Control of phage P22 tail protein expression by transcription termination

Abstract

The structural gene for Salmonella bacteriophage P22 tail protein, gene 9, is separated from the remainder of the P22 late operon genes by the immI region. Early transcription of immI gene ant, which is immediately promoter proximal to gene 9, occurs in the same direction as late gene transcription but does not entergene 9 coding sequences (Susskind & Youderian, 1982). We have cloned gene 9 and surrounding sequences into pBR322 and subsequently positioned lac UV5 promoters at varying distances before the start of gene 9 by DNA manipulations in vitro.
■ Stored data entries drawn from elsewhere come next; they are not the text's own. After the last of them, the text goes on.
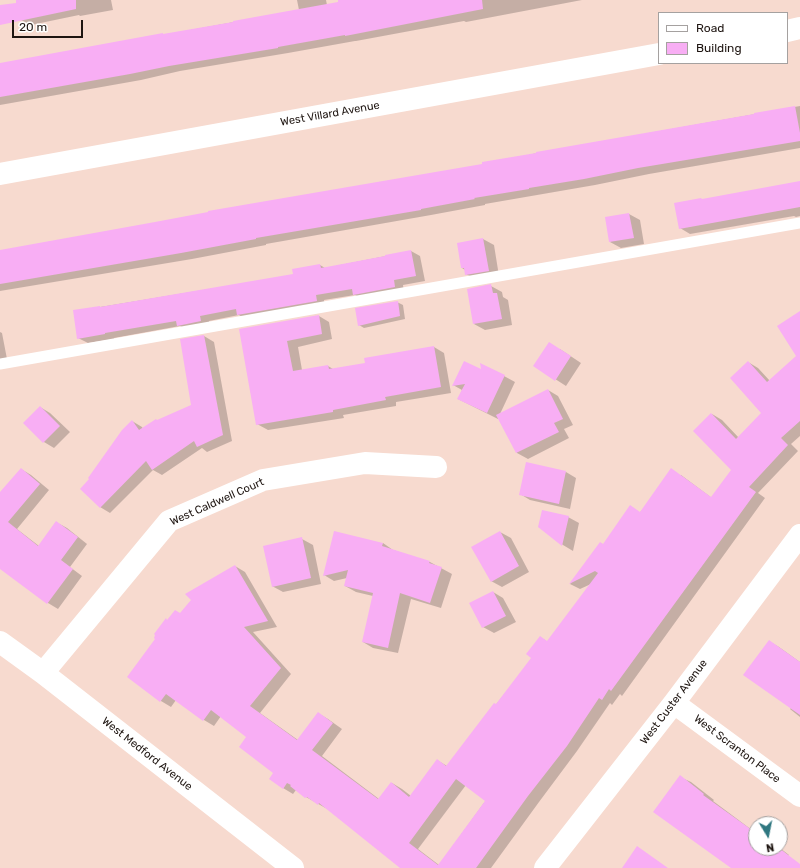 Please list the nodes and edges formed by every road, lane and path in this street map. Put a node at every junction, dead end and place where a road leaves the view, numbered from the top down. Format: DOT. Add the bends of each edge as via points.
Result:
graph roads {
  1 [pos="800,28"];
  2 [pos="788,30"];
  3 [pos="658,54"];
  4 [pos="0,174"];
  5 [pos="800,223"];
  6 [pos="0,364"];
  7 [pos="436,467"];
  8 [pos="800,535"];
  9 [pos="2,647"];
  10 [pos="43,673"];
  11 [pos="674,703"];
  12 [pos="800,796"];
  13 [pos="293,868"];
  14 [pos="546,868"];
  1 -- 2 [label="street"];
  3 -- 4 [label="street, West Villard Avenue"];
  5 -- 6 [label="lane"];
  7 -- 10 [label="street, West Caldwell Court" via="365,463 263,480 169,521"];
  8 -- 11 [label="street, West Custer Avenue"];
  9 -- 10 [label="street, West Medford Avenue"];
  10 -- 13 [label="street, West Medford Avenue"];
  11 -- 12 [label="street, West Scranton Place"];
  11 -- 14 [label="street, West Custer Avenue"];
}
Using an in vitro phage assembly assay to measure in vivo expression of tail protein from these plasmids and in vitro transcription reactions to measure transcriptional template activity of DNA fragments isolated from these plasmids. we have identified a region of DNA between gene ant and gene 9 that behaves as a transcription termination signal. The DNA sequence of this region shows hyphenated dyad symmetry followed by a run of seven thymine residues on the coding strand. This sequence can be drawn in a potential stem-and-loop secondary structure similar to known rho-independent transcription termination signal sequences. We discuss the role of this transcriptional terminator sequence in gene 9 expression and the early to late transcriptional switch in the P22 infection cycle.